Saved data entries
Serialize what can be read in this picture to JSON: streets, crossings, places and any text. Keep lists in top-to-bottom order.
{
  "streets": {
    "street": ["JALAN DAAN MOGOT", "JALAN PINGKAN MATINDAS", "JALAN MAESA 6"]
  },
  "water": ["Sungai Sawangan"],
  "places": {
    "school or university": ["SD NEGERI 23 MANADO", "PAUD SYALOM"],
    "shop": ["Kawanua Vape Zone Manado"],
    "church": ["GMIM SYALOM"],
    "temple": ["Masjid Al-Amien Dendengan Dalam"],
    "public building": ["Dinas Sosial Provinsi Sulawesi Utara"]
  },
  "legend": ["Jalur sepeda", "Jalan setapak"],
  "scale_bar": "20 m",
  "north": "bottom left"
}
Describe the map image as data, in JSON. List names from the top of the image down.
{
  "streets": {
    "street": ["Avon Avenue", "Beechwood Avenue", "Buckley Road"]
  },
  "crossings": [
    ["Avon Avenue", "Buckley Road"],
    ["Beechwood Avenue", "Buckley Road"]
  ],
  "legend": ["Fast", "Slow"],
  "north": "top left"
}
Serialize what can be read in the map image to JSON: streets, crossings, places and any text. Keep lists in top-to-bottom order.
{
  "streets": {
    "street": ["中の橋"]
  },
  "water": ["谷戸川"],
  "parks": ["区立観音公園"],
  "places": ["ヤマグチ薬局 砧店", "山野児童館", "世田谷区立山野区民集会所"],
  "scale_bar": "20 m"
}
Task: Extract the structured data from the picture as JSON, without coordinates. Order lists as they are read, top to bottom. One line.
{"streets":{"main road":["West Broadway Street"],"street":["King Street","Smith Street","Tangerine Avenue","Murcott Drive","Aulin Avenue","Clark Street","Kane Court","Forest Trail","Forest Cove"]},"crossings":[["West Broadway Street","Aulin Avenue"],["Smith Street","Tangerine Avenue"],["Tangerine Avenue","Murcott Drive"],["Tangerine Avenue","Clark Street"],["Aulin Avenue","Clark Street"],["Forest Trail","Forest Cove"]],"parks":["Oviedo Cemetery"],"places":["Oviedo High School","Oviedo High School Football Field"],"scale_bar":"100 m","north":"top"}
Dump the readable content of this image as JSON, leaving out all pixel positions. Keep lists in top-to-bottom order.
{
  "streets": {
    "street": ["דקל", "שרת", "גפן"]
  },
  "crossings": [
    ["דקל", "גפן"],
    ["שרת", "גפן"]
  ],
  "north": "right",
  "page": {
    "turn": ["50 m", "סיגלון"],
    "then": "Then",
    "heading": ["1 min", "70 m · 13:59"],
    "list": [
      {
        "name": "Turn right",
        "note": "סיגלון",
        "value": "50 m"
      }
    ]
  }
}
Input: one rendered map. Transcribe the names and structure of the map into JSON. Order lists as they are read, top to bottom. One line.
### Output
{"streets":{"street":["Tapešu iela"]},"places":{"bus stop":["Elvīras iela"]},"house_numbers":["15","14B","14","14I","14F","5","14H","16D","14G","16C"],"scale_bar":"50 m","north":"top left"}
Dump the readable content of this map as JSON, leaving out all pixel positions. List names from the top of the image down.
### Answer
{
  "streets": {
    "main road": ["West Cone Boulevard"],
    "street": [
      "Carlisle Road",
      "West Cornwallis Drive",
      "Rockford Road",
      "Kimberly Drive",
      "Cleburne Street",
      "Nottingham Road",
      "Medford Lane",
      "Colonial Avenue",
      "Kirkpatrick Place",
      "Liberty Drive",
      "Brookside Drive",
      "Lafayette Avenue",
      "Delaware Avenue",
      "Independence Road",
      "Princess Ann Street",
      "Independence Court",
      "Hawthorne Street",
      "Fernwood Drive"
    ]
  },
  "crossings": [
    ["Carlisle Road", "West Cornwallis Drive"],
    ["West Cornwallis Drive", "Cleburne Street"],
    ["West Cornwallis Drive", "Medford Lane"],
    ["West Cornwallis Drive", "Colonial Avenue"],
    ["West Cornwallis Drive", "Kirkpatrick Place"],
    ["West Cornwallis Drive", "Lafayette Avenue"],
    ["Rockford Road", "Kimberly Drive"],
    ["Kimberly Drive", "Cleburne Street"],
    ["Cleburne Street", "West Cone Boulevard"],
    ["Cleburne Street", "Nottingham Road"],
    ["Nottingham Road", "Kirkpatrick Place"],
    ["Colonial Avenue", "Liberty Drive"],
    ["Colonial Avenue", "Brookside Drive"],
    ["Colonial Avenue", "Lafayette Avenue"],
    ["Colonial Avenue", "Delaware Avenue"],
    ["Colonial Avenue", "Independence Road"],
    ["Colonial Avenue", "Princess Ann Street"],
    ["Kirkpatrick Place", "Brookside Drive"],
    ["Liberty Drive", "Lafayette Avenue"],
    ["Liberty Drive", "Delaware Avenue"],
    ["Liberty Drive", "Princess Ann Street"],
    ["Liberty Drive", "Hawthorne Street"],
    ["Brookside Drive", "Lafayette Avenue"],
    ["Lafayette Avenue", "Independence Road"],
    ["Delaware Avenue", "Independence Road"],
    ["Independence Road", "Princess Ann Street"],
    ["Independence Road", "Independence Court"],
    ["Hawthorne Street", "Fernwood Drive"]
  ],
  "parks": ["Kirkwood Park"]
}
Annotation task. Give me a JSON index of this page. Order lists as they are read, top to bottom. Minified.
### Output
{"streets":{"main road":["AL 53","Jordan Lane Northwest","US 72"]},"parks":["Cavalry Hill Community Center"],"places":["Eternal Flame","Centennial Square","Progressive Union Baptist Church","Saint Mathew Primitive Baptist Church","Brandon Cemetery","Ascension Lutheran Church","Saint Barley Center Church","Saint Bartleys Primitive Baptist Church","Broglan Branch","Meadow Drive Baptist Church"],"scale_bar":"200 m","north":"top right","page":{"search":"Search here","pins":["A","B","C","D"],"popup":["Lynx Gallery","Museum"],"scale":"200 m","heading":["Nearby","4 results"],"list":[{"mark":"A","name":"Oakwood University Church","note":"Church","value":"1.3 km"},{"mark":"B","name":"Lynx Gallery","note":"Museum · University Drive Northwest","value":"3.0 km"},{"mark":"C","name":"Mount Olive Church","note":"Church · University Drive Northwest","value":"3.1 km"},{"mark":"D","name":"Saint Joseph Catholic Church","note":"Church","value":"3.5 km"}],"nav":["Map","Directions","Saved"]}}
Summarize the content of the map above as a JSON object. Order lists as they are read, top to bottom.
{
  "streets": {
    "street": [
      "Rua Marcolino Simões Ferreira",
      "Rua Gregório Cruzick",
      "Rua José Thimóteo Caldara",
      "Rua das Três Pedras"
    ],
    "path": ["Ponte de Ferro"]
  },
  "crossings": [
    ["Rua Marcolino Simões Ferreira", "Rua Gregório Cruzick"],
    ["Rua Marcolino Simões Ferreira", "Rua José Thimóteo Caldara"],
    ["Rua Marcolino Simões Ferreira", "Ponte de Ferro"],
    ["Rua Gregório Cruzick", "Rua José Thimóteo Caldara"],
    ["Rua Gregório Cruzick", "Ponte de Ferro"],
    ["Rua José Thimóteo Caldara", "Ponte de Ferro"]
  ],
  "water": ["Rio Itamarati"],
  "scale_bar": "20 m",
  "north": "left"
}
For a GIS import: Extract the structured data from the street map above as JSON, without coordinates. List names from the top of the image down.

- _BRIEF_: Please write out all of the records above, character for character.

- _RESPONSE TO THIS EXERCISE_:
Serialize what can be read in this picture to JSON: streets, crossings, places and any text. Keep lists in top-to-bottom order.
{
  "streets": {
    "street": ["JALAN DAAN MOGOT", "JALAN PINGKAN MATINDAS", "JALAN MAESA 6"]
  },
  "water": ["Sungai Sawangan"],
  "places": {
    "school or university": ["SD NEGERI 23 MANADO", "PAUD SYALOM"],
    "shop": ["Kawanua Vape Zone Manado"],
    "church": ["GMIM SYALOM"],
    "temple": ["Masjid Al-Amien Dendengan Dalam"],
    "public building": ["Dinas Sosial Provinsi Sulawesi Utara"]
  },
  "legend": ["Jalur sepeda", "Jalan setapak"],
  "scale_bar": "20 m",
  "north": "bottom left"
}
Describe the map image as data, in JSON. List names from the top of the image down.
{
  "streets": {
    "street": ["Avon Avenue", "Beechwood Avenue", "Buckley Road"]
  },
  "crossings": [
    ["Avon Avenue", "Buckley Road"],
    ["Beechwood Avenue", "Buckley Road"]
  ],
  "legend": ["Fast", "Slow"],
  "north": "top left"
}
Serialize what can be read in the map image to JSON: streets, crossings, places and any text. Keep lists in top-to-bottom order.
{
  "streets": {
    "street": ["中の橋"]
  },
  "water": ["谷戸川"],
  "parks": ["区立観音公園"],
  "places": ["ヤマグチ薬局 砧店", "山野児童館", "世田谷区立山野区民集会所"],
  "scale_bar": "20 m"
}
Task: Extract the structured data from the picture as JSON, without coordinates. Order lists as they are read, top to bottom. One line.
{"streets":{"main road":["West Broadway Street"],"street":["King Street","Smith Street","Tangerine Avenue","Murcott Drive","Aulin Avenue","Clark Street","Kane Court","Forest Trail","Forest Cove"]},"crossings":[["West Broadway Street","Aulin Avenue"],["Smith Street","Tangerine Avenue"],["Tangerine Avenue","Murcott Drive"],["Tangerine Avenue","Clark Street"],["Aulin Avenue","Clark Street"],["Forest Trail","Forest Cove"]],"parks":["Oviedo Cemetery"],"places":["Oviedo High School","Oviedo High School Football Field"],"scale_bar":"100 m","north":"top"}
Dump the readable content of this image as JSON, leaving out all pixel positions. Keep lists in top-to-bottom order.
{
  "streets": {
    "street": ["דקל", "שרת", "גפן"]
  },
  "crossings": [
    ["דקל", "גפן"],
    ["שרת", "גפן"]
  ],
  "north": "right",
  "page": {
    "turn": ["50 m", "סיגלון"],
    "then": "Then",
    "heading": ["1 min", "70 m · 13:59"],
    "list": [
      {
        "name": "Turn right",
        "note": "סיגלון",
        "value": "50 m"
      }
    ]
  }
}
Input: one rendered map. Transcribe the names and structure of the map into JSON. Order lists as they are read, top to bottom. One line.
### Output
{"streets":{"street":["Tapešu iela"]},"places":{"bus stop":["Elvīras iela"]},"house_numbers":["15","14B","14","14I","14F","5","14H","16D","14G","16C"],"scale_bar":"50 m","north":"top left"}
Dump the readable content of this map as JSON, leaving out all pixel positions. List names from the top of the image down.
### Answer
{
  "streets": {
    "main road": ["West Cone Boulevard"],
    "street": [
      "Carlisle Road",
      "West Cornwallis Drive",
      "Rockford Road",
      "Kimberly Drive",
      "Cleburne Street",
      "Nottingham Road",
      "Medford Lane",
      "Colonial Avenue",
      "Kirkpatrick Place",
      "Liberty Drive",
      "Brookside Drive",
      "Lafayette Avenue",
      "Delaware Avenue",
      "Independence Road",
      "Princess Ann Street",
      "Independence Court",
      "Hawthorne Street",
      "Fernwood Drive"
    ]
  },
  "crossings": [
    ["Carlisle Road", "West Cornwallis Drive"],
    ["West Cornwallis Drive", "Cleburne Street"],
    ["West Cornwallis Drive", "Medford Lane"],
    ["West Cornwallis Drive", "Colonial Avenue"],
    ["West Cornwallis Drive", "Kirkpatrick Place"],
    ["West Cornwallis Drive", "Lafayette Avenue"],
    ["Rockford Road", "Kimberly Drive"],
    ["Kimberly Drive", "Cleburne Street"],
    ["Cleburne Street", "West Cone Boulevard"],
    ["Cleburne Street", "Nottingham Road"],
    ["Nottingham Road", "Kirkpatrick Place"],
    ["Colonial Avenue", "Liberty Drive"],
    ["Colonial Avenue", "Brookside Drive"],
    ["Colonial Avenue", "Lafayette Avenue"],
    ["Colonial Avenue", "Delaware Avenue"],
    ["Colonial Avenue", "Independence Road"],
    ["Colonial Avenue", "Princess Ann Street"],
    ["Kirkpatrick Place", "Brookside Drive"],
    ["Liberty Drive", "Lafayette Avenue"],
    ["Liberty Drive", "Delaware Avenue"],
    ["Liberty Drive", "Princess Ann Street"],
    ["Liberty Drive", "Hawthorne Street"],
    ["Brookside Drive", "Lafayette Avenue"],
    ["Lafayette Avenue", "Independence Road"],
    ["Delaware Avenue", "Independence Road"],
    ["Independence Road", "Princess Ann Street"],
    ["Independence Road", "Independence Court"],
    ["Hawthorne Street", "Fernwood Drive"]
  ],
  "parks": ["Kirkwood Park"]
}
Annotation task. Give me a JSON index of this page. Order lists as they are read, top to bottom. Minified.
### Output
{"streets":{"main road":["AL 53","Jordan Lane Northwest","US 72"]},"parks":["Cavalry Hill Community Center"],"places":["Eternal Flame","Centennial Square","Progressive Union Baptist Church","Saint Mathew Primitive Baptist Church","Brandon Cemetery","Ascension Lutheran Church","Saint Barley Center Church","Saint Bartleys Primitive Baptist Church","Broglan Branch","Meadow Drive Baptist Church"],"scale_bar":"200 m","north":"top right","page":{"search":"Search here","pins":["A","B","C","D"],"popup":["Lynx Gallery","Museum"],"scale":"200 m","heading":["Nearby","4 results"],"list":[{"mark":"A","name":"Oakwood University Church","note":"Church","value":"1.3 km"},{"mark":"B","name":"Lynx Gallery","note":"Museum · University Drive Northwest","value":"3.0 km"},{"mark":"C","name":"Mount Olive Church","note":"Church · University Drive Northwest","value":"3.1 km"},{"mark":"D","name":"Saint Joseph Catholic Church","note":"Church","value":"3.5 km"}],"nav":["Map","Directions","Saved"]}}
Summarize the content of the map above as a JSON object. Order lists as they are read, top to bottom.
{
  "streets": {
    "street": [
      "Rua Marcolino Simões Ferreira",
      "Rua Gregório Cruzick",
      "Rua José Thimóteo Caldara",
      "Rua das Três Pedras"
    ],
    "path": ["Ponte de Ferro"]
  },
  "crossings": [
    ["Rua Marcolino Simões Ferreira", "Rua Gregório Cruzick"],
    ["Rua Marcolino Simões Ferreira", "Rua José Thimóteo Caldara"],
    ["Rua Marcolino Simões Ferreira", "Ponte de Ferro"],
    ["Rua Gregório Cruzick", "Rua José Thimóteo Caldara"],
    ["Rua Gregório Cruzick", "Ponte de Ferro"],
    ["Rua José Thimóteo Caldara", "Ponte de Ferro"]
  ],
  "water": ["Rio Itamarati"],
  "scale_bar": "20 m",
  "north": "left"
}
For a GIS import: Extract the structured data from the street map above as JSON, without coordinates. List names from the top of the image down.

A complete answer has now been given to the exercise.